On the occasion of his seventieth birthday The Robert Jones Birthday Volume, a collection of surgical essays, Oxford, 1928, edited by H A T Fairbank, W R Bristow, and H Platt, with a preface by Sir Berkeley Moynihan, was published in his honour. A Robert Jones National Memorial Fund was formed by appeal launched at a Mansion House meeting on 18 July 1934. In April 1935 the College Council accepted the proposals of the memorial fund committee to found a Robert Jones professorship at the Royal College of Surgeons for an annual lecture or lectures on some subject connected with orthopaedic surgery, for which £1000 was allocated and to found a travelling research fellowship, for which £2,000 was allocated, to be awarded alternately by the University of Liverpool with the Liverpool Medical Institution and by the Royal College of Surgeons (Lancet, 1935, 1, 1075). The Liverpool Medical Institution as a special memorial formed a Hugh Owen Thomas and Robert Jones library of orthopaedic surgery (Brit med J 1935, 1, 377).

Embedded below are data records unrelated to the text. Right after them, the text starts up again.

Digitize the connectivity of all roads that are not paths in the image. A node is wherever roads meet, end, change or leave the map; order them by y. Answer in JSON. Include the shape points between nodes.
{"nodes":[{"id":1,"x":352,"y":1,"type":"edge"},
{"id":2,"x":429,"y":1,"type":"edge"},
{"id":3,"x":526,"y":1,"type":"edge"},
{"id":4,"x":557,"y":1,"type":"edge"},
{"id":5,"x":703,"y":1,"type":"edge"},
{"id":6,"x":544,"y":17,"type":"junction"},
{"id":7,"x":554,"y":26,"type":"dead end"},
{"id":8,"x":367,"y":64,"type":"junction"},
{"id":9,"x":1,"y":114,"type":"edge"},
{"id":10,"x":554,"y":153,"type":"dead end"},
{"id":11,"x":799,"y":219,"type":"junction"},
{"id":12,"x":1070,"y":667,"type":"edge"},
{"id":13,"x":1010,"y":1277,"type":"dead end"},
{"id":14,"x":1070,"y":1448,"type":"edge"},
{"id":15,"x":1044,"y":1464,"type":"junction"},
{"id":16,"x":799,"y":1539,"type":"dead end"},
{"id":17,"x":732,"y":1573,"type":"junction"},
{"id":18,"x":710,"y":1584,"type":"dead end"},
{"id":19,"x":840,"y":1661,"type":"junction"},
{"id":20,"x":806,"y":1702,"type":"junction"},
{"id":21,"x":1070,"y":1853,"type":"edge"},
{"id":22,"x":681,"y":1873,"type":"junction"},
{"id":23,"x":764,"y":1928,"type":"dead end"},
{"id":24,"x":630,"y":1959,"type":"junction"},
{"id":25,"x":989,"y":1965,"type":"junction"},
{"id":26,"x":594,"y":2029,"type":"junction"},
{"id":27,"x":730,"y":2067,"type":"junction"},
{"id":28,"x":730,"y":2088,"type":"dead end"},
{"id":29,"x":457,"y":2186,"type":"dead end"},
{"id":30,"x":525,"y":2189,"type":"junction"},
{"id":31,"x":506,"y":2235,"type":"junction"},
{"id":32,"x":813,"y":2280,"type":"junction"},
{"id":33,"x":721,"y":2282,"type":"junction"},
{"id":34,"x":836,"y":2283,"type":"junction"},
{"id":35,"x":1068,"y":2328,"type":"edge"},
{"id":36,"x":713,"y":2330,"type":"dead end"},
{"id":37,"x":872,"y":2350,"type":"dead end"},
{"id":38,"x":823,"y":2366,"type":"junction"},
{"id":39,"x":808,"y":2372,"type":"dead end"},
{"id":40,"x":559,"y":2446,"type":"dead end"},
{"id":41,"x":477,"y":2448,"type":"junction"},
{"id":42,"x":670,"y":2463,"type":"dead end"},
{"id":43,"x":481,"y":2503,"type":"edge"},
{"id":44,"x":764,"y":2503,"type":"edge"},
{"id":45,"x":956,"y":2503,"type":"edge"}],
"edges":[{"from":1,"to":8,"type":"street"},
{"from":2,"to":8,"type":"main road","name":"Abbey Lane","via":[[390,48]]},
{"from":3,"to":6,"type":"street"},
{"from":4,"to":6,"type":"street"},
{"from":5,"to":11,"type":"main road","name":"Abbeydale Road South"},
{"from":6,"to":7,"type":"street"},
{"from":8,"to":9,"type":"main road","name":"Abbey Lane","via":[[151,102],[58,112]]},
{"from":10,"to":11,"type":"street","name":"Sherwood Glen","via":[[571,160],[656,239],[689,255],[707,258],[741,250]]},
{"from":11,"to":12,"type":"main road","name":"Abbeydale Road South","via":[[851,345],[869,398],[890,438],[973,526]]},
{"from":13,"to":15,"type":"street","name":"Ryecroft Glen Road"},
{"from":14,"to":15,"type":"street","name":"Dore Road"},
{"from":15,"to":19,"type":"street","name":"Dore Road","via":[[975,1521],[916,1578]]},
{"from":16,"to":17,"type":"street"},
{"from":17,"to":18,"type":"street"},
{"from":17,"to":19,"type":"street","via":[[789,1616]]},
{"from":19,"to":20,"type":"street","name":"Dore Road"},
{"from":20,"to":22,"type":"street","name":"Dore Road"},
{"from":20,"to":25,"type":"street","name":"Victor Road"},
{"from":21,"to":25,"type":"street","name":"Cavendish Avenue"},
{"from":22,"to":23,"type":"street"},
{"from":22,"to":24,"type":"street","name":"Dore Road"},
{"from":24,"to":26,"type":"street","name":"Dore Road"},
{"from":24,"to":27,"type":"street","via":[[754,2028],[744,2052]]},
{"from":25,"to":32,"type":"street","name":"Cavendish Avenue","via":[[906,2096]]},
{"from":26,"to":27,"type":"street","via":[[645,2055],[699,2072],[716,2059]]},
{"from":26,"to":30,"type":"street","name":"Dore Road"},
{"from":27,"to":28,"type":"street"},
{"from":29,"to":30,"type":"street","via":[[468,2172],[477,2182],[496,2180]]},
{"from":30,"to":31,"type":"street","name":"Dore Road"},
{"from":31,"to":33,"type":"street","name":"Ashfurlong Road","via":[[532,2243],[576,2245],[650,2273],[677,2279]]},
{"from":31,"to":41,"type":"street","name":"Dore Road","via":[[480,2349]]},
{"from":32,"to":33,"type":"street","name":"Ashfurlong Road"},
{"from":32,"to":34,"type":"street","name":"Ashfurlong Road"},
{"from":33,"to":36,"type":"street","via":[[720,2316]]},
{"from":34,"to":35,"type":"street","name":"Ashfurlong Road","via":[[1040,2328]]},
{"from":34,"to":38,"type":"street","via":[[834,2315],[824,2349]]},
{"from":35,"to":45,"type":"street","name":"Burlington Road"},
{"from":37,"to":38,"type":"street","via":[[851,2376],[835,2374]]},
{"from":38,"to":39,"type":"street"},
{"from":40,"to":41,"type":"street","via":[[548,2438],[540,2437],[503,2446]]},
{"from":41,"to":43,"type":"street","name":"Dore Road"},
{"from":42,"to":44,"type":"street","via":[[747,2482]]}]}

On infantile paralysis (acute anterior poliomyelitis), its early treatment and the surgical means for the alleviation of deformities, the Fothergillian oration. Trans Med Soc Lond. 1914, 37, 315.
Injuries to Joints, Oxford war primers. London, 1915; 2nd edition, 1918. Orthopaedic Surgery, with R V Lovett of Boston, USA New York, 1923; 2nd edition, 1929.
Manipulative surgery, the Cavendish lecture, W Lond med J 1924, 29, 97.

A bronze plaque in the Anna Clinic at Leiden, unveiled 31 May 1931.
A three-quarter-length in oils (in military uniform) by E R Morrison, 1920, was presented to the RCS by his son Sir Arthur Probyn Jones, and daughter Mrs Frederick Watson on 8 June 1933.
A cast of his hand is in the Owen Thomas and Robert Jones room at the Liverpool Medical Institution.

Sources used to compile this entry: [The Times, 16 January 1933, p 14b and c; Lancet, 1933, 1, 166, with portrait; Brit med J 1933, 1, 123, with portrait, pp 170 and 977, and 1934, 1, 177; Brit J Surg 1933, 20, 545, with portrait; L'pool med-chir J 1933, 41, 11, with portrait; Welsh Outlook, February 1933; F Watson, The life of Sir Robert Jones, London; 1934; W Blair-Bell, in Med Press, 1935, 191, 4, with portrait; personal knowledge; the portraits reproduced are fairly good likenesses, but were all taken late in life].